L’inserimento all’interno del Museo
L’inserimento dell’opera all’interno del Giardino Botanico di Roma, luogo di biodiversità e anche di tutela della flora, apre un dialogo suggestivo sulla fragilità dell’esistenza biologica, coadiuvato dalla capacità dell’artista di trasformare processi materiali in veicoli narrativi e divulgativi. L’apertura al pubblico dall’8 marzo al 6 aprile 2024 seguirà gli orari del museo. L’impegno di Giulia per l’arte è riflesso nella serie di mostre internazionali alle quali ha preso parte. Le sue opere, come “What Does Colour Mean”, ora in mostra ad Hong Kong Design Institute e “WARMI, mostrano la sua capacità di fondere arte e scienza.
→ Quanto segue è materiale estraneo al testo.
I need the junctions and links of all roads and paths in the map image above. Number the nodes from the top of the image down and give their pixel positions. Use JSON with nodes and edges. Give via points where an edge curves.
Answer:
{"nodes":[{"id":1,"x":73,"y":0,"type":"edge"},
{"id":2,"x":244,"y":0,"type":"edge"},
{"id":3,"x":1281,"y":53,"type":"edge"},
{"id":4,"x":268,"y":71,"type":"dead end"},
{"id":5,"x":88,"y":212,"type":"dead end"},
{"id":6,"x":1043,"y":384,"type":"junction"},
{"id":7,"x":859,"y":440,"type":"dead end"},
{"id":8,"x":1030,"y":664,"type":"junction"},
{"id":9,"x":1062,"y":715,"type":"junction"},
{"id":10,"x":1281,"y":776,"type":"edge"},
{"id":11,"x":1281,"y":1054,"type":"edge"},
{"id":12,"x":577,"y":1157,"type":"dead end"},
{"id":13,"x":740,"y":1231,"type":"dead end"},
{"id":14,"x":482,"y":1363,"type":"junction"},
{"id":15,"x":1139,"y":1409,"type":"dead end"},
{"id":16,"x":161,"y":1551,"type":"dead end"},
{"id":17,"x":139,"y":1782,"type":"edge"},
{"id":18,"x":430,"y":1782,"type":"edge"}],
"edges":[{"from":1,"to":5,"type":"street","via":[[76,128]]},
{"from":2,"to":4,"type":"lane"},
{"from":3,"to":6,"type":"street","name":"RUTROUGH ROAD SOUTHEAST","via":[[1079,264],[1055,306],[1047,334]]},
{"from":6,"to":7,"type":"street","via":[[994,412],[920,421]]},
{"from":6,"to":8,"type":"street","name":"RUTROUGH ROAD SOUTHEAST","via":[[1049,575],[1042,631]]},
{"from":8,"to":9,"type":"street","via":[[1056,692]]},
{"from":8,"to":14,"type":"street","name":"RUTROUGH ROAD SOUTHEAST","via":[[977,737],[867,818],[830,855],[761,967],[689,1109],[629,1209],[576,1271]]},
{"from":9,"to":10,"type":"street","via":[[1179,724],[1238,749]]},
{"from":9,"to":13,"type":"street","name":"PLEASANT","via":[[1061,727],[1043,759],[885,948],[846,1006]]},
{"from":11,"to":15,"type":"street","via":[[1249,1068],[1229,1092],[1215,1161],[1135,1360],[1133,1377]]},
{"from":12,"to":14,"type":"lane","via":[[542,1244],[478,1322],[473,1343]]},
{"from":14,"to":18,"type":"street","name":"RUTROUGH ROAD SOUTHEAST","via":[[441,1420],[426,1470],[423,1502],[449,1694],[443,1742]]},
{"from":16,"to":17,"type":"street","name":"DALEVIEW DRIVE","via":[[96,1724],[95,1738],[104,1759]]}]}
Pubblico coinvolto oltre le mostre
Oltre alle mostre, Giulia coinvolge il pubblico attraverso conferenze, workshop e pubblicazioni. Eventi notevoli includono “Dirty Dyes” presso il Textile Art Camp di Berlino, o “Behind the Beauty of Fashion”video proiettato durante New York Textile Month, oltre a contribuire a DAMN Magazine. Il suo impegno per l’istruzione si estende a workshop sui processi di tintura naturale, come “Tintura Naturale” presso OZ Officine Zero a Roma e “Natural Dye” presso BGK Holbeak in Danimarca o “Water Lab” per l’Università dell’Arte e del Design a Karlsruhe in Germania. Giulia ha partecipato a residenze artistiche, tra cui “Spark Narration” presso ACED ad Amsterdam e “Metabolic Relation” presso DieDAS a Saaleck, in Germania.